---------- Dataset records ----------

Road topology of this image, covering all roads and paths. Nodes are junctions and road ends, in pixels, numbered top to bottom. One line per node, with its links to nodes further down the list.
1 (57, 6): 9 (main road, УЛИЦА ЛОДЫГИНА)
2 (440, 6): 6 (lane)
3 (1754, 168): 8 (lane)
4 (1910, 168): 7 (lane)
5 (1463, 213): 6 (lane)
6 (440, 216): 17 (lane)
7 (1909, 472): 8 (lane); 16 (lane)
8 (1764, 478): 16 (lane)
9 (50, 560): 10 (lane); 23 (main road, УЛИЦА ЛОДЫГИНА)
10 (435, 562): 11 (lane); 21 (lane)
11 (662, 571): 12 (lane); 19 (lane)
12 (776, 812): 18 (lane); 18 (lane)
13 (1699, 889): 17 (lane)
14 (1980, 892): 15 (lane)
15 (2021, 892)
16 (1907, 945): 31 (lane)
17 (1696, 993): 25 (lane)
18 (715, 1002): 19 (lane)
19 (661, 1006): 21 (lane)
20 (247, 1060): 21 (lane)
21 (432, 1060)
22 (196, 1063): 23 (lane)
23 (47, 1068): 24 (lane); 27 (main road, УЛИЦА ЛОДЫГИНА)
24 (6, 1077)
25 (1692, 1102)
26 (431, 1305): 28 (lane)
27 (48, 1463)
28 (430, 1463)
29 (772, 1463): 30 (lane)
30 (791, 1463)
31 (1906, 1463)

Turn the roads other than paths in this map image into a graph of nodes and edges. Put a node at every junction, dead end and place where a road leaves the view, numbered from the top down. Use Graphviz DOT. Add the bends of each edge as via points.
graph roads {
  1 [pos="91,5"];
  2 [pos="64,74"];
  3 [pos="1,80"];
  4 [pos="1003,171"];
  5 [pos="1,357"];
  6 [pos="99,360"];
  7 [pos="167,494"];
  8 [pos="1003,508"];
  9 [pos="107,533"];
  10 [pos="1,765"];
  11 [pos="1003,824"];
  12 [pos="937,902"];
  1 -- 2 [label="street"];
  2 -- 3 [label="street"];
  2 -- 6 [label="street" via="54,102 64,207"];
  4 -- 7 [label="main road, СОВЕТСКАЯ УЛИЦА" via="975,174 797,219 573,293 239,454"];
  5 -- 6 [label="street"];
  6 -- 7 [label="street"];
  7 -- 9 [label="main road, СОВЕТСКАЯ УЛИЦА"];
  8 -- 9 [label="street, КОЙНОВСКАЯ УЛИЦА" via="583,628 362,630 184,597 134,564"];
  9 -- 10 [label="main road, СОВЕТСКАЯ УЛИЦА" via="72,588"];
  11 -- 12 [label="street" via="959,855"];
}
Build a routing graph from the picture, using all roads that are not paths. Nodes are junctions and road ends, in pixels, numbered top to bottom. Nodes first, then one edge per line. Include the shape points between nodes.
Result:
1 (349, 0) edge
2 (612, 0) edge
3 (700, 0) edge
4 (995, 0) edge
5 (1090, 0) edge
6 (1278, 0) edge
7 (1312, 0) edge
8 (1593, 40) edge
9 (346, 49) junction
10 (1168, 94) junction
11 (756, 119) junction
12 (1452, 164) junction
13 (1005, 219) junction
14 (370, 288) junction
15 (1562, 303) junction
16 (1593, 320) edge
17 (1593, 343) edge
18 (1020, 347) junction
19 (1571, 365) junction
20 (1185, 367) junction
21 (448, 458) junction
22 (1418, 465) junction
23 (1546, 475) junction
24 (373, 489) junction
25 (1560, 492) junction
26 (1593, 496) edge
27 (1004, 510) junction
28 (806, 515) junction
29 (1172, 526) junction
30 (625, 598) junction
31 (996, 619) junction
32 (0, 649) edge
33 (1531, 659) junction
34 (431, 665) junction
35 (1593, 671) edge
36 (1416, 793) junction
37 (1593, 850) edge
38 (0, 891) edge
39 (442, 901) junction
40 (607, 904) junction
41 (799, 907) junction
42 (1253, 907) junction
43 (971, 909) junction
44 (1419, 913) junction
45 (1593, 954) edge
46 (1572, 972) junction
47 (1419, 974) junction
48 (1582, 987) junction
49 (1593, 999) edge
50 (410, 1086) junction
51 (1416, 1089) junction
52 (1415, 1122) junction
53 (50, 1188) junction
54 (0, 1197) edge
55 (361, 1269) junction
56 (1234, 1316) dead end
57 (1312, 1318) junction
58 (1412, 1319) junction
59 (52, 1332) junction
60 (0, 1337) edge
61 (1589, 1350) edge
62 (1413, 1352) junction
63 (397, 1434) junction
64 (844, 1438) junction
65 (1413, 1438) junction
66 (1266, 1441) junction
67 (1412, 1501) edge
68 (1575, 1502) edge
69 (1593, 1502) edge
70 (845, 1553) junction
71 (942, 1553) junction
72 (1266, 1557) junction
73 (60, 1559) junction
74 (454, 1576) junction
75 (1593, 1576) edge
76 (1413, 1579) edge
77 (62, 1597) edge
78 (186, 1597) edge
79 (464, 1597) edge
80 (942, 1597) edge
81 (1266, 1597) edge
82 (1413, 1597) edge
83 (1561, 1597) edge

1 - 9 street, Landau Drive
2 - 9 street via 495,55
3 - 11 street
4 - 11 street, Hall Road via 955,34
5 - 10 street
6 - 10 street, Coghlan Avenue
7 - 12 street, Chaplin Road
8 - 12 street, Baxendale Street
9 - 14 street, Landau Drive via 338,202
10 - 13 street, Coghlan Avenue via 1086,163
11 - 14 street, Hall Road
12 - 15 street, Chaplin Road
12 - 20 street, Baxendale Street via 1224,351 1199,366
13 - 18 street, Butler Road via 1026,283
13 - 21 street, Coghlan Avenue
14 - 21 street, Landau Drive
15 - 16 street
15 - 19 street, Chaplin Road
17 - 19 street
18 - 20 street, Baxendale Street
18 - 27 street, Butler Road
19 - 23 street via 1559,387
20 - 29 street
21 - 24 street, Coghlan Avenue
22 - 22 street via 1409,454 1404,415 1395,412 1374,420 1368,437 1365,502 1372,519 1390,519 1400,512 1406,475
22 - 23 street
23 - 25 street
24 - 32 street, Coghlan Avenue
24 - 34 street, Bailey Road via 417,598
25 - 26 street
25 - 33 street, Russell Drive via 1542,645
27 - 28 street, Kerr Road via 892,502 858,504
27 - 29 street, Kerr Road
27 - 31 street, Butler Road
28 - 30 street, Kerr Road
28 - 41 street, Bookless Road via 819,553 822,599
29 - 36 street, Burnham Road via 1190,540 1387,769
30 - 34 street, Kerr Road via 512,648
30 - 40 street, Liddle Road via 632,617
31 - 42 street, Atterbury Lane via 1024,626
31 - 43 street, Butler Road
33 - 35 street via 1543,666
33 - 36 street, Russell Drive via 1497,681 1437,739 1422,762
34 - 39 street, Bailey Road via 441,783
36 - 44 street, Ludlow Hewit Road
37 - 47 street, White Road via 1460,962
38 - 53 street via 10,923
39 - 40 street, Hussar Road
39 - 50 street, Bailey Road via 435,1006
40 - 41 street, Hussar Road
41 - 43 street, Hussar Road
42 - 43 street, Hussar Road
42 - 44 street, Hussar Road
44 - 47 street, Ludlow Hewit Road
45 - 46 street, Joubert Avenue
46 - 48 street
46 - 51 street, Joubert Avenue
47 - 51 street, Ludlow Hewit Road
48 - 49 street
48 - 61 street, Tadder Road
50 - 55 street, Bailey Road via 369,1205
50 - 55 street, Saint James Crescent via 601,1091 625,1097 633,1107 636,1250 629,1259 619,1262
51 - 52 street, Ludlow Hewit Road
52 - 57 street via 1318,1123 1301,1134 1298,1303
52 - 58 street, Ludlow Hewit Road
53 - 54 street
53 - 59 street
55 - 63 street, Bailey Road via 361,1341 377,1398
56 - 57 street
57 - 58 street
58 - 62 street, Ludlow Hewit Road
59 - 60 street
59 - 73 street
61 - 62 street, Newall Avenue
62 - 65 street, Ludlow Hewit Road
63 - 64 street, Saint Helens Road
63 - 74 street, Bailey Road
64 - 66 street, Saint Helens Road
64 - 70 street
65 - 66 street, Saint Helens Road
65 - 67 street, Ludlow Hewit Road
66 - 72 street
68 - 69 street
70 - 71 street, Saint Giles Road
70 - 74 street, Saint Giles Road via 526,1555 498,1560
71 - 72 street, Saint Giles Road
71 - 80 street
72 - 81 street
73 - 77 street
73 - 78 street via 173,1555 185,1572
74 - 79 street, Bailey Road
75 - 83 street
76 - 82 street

----------

Directions:
Copy out, exactly and alone, the lines of the entries above between the ones holding "Turn the roads" and "Build a routing", inclusive.

Answer section:
Turn the roads other than paths in this map image into a graph of nodes and edges. Put a node at every junction, dead end and place where a road leaves the view, numbered from the top down. Use Graphviz DOT. Add the bends of each edge as via points.
graph roads {
  1 [pos="91,5"];
  2 [pos="64,74"];
  3 [pos="1,80"];
  4 [pos="1003,171"];
  5 [pos="1,357"];
  6 [pos="99,360"];
  7 [pos="167,494"];
  8 [pos="1003,508"];
  9 [pos="107,533"];
  10 [pos="1,765"];
  11 [pos="1003,824"];
  12 [pos="937,902"];
  1 -- 2 [label="street"];
  2 -- 3 [label="street"];
  2 -- 6 [label="street" via="54,102 64,207"];
  4 -- 7 [label="main road, СОВЕТСКАЯ УЛИЦА" via="975,174 797,219 573,293 239,454"];
  5 -- 6 [label="street"];
  6 -- 7 [label="street"];
  7 -- 9 [label="main road, СОВЕТСКАЯ УЛИЦА"];
  8 -- 9 [label="street, КОЙНОВСКАЯ УЛИЦА" via="583,628 362,630 184,597 134,564"];
  9 -- 10 [label="main road, СОВЕТСКАЯ УЛИЦА" via="72,588"];
  11 -- 12 [label="street" via="959,855"];
}
Build a routing graph from the picture, using all roads that are not paths. Nodes are junctions and road ends, in pixels, numbered top to bottom. Nodes first, then one edge per line. Include the shape points between nodes.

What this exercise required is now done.